An exact repetition of the records is required. Leave nothing out.

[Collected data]
────────

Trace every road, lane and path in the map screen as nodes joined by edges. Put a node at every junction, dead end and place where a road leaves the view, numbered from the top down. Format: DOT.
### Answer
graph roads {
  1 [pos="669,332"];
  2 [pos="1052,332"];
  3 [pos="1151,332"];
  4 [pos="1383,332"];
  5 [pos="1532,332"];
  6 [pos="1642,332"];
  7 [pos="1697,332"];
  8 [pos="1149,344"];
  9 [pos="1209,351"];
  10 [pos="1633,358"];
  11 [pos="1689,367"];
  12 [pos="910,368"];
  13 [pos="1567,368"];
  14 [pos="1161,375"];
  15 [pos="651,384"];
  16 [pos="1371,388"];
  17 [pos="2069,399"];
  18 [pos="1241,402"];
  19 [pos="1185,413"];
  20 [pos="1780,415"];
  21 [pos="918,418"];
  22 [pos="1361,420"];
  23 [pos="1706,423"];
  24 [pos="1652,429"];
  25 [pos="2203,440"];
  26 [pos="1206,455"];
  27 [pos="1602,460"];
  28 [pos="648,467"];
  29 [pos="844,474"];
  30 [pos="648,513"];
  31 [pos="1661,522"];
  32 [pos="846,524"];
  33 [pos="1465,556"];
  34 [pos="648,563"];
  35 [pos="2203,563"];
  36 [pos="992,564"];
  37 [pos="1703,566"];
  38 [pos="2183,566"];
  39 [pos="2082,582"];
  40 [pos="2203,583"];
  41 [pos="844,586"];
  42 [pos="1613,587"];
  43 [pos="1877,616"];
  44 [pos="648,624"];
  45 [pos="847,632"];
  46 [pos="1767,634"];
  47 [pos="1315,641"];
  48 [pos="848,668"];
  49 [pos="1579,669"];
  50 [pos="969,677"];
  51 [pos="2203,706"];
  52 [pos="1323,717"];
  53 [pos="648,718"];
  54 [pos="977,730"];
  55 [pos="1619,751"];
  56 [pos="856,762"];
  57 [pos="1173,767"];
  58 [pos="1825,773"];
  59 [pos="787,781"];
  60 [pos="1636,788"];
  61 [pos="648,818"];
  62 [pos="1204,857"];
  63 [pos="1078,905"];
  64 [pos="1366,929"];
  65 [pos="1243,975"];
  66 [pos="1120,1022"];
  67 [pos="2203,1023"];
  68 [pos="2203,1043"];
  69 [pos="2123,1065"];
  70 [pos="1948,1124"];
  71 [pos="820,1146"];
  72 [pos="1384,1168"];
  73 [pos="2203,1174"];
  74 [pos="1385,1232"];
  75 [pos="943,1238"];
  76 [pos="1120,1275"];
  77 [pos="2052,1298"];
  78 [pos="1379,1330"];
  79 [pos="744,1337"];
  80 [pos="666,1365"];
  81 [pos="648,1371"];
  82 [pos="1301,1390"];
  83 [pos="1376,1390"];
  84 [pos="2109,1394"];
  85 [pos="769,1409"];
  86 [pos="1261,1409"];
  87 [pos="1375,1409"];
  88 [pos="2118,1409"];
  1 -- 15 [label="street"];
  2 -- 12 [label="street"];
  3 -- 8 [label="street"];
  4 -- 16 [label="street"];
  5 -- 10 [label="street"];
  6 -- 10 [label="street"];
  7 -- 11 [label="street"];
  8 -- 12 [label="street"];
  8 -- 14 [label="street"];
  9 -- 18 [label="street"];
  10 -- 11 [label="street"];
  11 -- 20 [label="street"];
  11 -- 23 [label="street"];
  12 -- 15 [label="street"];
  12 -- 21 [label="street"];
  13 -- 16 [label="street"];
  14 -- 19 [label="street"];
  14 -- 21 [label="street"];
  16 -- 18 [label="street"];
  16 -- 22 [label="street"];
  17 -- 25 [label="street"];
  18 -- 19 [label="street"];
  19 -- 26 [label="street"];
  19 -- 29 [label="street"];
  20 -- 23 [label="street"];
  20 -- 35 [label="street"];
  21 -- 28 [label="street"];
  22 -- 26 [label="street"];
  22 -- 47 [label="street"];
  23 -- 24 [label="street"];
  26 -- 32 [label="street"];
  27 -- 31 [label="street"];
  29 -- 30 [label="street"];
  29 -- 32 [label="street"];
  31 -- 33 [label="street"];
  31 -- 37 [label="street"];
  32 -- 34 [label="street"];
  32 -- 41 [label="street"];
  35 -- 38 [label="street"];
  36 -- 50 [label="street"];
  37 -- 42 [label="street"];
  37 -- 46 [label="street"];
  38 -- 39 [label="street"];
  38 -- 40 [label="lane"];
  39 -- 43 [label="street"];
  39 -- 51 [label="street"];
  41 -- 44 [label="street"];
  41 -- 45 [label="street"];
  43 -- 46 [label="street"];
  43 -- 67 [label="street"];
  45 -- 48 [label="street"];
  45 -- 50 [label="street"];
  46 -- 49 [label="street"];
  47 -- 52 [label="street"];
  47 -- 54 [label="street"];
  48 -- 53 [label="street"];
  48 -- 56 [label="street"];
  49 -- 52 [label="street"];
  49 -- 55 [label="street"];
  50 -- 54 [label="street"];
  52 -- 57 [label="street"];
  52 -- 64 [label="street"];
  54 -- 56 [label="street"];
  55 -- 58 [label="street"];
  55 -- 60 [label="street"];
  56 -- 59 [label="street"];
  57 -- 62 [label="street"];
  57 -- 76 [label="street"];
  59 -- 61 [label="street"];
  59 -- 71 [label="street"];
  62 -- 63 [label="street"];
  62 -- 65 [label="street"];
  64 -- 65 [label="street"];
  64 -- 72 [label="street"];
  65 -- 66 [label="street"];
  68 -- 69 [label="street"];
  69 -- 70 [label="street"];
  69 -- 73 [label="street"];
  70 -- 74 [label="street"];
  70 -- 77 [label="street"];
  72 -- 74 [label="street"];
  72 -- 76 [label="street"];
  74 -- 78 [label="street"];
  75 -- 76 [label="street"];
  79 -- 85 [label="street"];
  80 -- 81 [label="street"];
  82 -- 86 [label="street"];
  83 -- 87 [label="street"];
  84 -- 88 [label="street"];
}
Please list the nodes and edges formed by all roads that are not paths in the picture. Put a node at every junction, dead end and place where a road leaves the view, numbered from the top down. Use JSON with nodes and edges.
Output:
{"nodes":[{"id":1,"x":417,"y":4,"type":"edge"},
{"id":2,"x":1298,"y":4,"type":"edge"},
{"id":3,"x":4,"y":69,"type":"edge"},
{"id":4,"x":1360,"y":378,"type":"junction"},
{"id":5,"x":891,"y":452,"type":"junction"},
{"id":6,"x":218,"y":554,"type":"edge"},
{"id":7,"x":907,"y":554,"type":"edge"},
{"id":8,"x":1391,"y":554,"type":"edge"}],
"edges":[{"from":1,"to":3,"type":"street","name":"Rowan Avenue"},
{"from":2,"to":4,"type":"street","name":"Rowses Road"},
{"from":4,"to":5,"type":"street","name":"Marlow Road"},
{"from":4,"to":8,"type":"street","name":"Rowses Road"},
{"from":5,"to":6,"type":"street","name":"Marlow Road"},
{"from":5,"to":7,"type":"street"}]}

────────

Response:
Trace every road, lane and path in the map screen as nodes joined by edges. Put a node at every junction, dead end and place where a road leaves the view, numbered from the top down. Format: DOT.
### Answer
graph roads {
  1 [pos="669,332"];
  2 [pos="1052,332"];
  3 [pos="1151,332"];
  4 [pos="1383,332"];
  5 [pos="1532,332"];
  6 [pos="1642,332"];
  7 [pos="1697,332"];
  8 [pos="1149,344"];
  9 [pos="1209,351"];
  10 [pos="1633,358"];
  11 [pos="1689,367"];
  12 [pos="910,368"];
  13 [pos="1567,368"];
  14 [pos="1161,375"];
  15 [pos="651,384"];
  16 [pos="1371,388"];
  17 [pos="2069,399"];
  18 [pos="1241,402"];
  19 [pos="1185,413"];
  20 [pos="1780,415"];
  21 [pos="918,418"];
  22 [pos="1361,420"];
  23 [pos="1706,423"];
  24 [pos="1652,429"];
  25 [pos="2203,440"];
  26 [pos="1206,455"];
  27 [pos="1602,460"];
  28 [pos="648,467"];
  29 [pos="844,474"];
  30 [pos="648,513"];
  31 [pos="1661,522"];
  32 [pos="846,524"];
  33 [pos="1465,556"];
  34 [pos="648,563"];
  35 [pos="2203,563"];
  36 [pos="992,564"];
  37 [pos="1703,566"];
  38 [pos="2183,566"];
  39 [pos="2082,582"];
  40 [pos="2203,583"];
  41 [pos="844,586"];
  42 [pos="1613,587"];
  43 [pos="1877,616"];
  44 [pos="648,624"];
  45 [pos="847,632"];
  46 [pos="1767,634"];
  47 [pos="1315,641"];
  48 [pos="848,668"];
  49 [pos="1579,669"];
  50 [pos="969,677"];
  51 [pos="2203,706"];
  52 [pos="1323,717"];
  53 [pos="648,718"];
  54 [pos="977,730"];
  55 [pos="1619,751"];
  56 [pos="856,762"];
  57 [pos="1173,767"];
  58 [pos="1825,773"];
  59 [pos="787,781"];
  60 [pos="1636,788"];
  61 [pos="648,818"];
  62 [pos="1204,857"];
  63 [pos="1078,905"];
  64 [pos="1366,929"];
  65 [pos="1243,975"];
  66 [pos="1120,1022"];
  67 [pos="2203,1023"];
  68 [pos="2203,1043"];
  69 [pos="2123,1065"];
  70 [pos="1948,1124"];
  71 [pos="820,1146"];
  72 [pos="1384,1168"];
  73 [pos="2203,1174"];
  74 [pos="1385,1232"];
  75 [pos="943,1238"];
  76 [pos="1120,1275"];
  77 [pos="2052,1298"];
  78 [pos="1379,1330"];
  79 [pos="744,1337"];
  80 [pos="666,1365"];
  81 [pos="648,1371"];
  82 [pos="1301,1390"];
  83 [pos="1376,1390"];
  84 [pos="2109,1394"];
  85 [pos="769,1409"];
  86 [pos="1261,1409"];
  87 [pos="1375,1409"];
  88 [pos="2118,1409"];
  1 -- 15 [label="street"];
  2 -- 12 [label="street"];
  3 -- 8 [label="street"];
  4 -- 16 [label="street"];
  5 -- 10 [label="street"];
  6 -- 10 [label="street"];
  7 -- 11 [label="street"];
  8 -- 12 [label="street"];
  8 -- 14 [label="street"];
  9 -- 18 [label="street"];
  10 -- 11 [label="street"];
  11 -- 20 [label="street"];
  11 -- 23 [label="street"];
  12 -- 15 [label="street"];
  12 -- 21 [label="street"];
  13 -- 16 [label="street"];
  14 -- 19 [label="street"];
  14 -- 21 [label="street"];
  16 -- 18 [label="street"];
  16 -- 22 [label="street"];
  17 -- 25 [label="street"];
  18 -- 19 [label="street"];
  19 -- 26 [label="street"];
  19 -- 29 [label="street"];
  20 -- 23 [label="street"];
  20 -- 35 [label="street"];
  21 -- 28 [label="street"];
  22 -- 26 [label="street"];
  22 -- 47 [label="street"];
  23 -- 24 [label="street"];
  26 -- 32 [label="street"];
  27 -- 31 [label="street"];
  29 -- 30 [label="street"];
  29 -- 32 [label="street"];
  31 -- 33 [label="street"];
  31 -- 37 [label="street"];
  32 -- 34 [label="street"];
  32 -- 41 [label="street"];
  35 -- 38 [label="street"];
  36 -- 50 [label="street"];
  37 -- 42 [label="street"];
  37 -- 46 [label="street"];
  38 -- 39 [label="street"];
  38 -- 40 [label="lane"];
  39 -- 43 [label="street"];
  39 -- 51 [label="street"];
  41 -- 44 [label="street"];
  41 -- 45 [label="street"];
  43 -- 46 [label="street"];
  43 -- 67 [label="street"];
  45 -- 48 [label="street"];
  45 -- 50 [label="street"];
  46 -- 49 [label="street"];
  47 -- 52 [label="street"];
  47 -- 54 [label="street"];
  48 -- 53 [label="street"];
  48 -- 56 [label="street"];
  49 -- 52 [label="street"];
  49 -- 55 [label="street"];
  50 -- 54 [label="street"];
  52 -- 57 [label="street"];
  52 -- 64 [label="street"];
  54 -- 56 [label="street"];
  55 -- 58 [label="street"];
  55 -- 60 [label="street"];
  56 -- 59 [label="street"];
  57 -- 62 [label="street"];
  57 -- 76 [label="street"];
  59 -- 61 [label="street"];
  59 -- 71 [label="street"];
  62 -- 63 [label="street"];
  62 -- 65 [label="street"];
  64 -- 65 [label="street"];
  64 -- 72 [label="street"];
  65 -- 66 [label="street"];
  68 -- 69 [label="street"];
  69 -- 70 [label="street"];
  69 -- 73 [label="street"];
  70 -- 74 [label="street"];
  70 -- 77 [label="street"];
  72 -- 74 [label="street"];
  72 -- 76 [label="street"];
  74 -- 78 [label="street"];
  75 -- 76 [label="street"];
  79 -- 85 [label="street"];
  80 -- 81 [label="street"];
  82 -- 86 [label="street"];
  83 -- 87 [label="street"];
  84 -- 88 [label="street"];
}
Please list the nodes and edges formed by all roads that are not paths in the picture. Put a node at every junction, dead end and place where a road leaves the view, numbered from the top down. Use JSON with nodes and edges.
Output:
{"nodes":[{"id":1,"x":417,"y":4,"type":"edge"},
{"id":2,"x":1298,"y":4,"type":"edge"},
{"id":3,"x":4,"y":69,"type":"edge"},
{"id":4,"x":1360,"y":378,"type":"junction"},
{"id":5,"x":891,"y":452,"type":"junction"},
{"id":6,"x":218,"y":554,"type":"edge"},
{"id":7,"x":907,"y":554,"type":"edge"},
{"id":8,"x":1391,"y":554,"type":"edge"}],
"edges":[{"from":1,"to":3,"type":"street","name":"Rowan Avenue"},
{"from":2,"to":4,"type":"street","name":"Rowses Road"},
{"from":4,"to":5,"type":"street","name":"Marlow Road"},
{"from":4,"to":8,"type":"street","name":"Rowses Road"},
{"from":5,"to":6,"type":"street","name":"Marlow Road"},
{"from":5,"to":7,"type":"street"}]}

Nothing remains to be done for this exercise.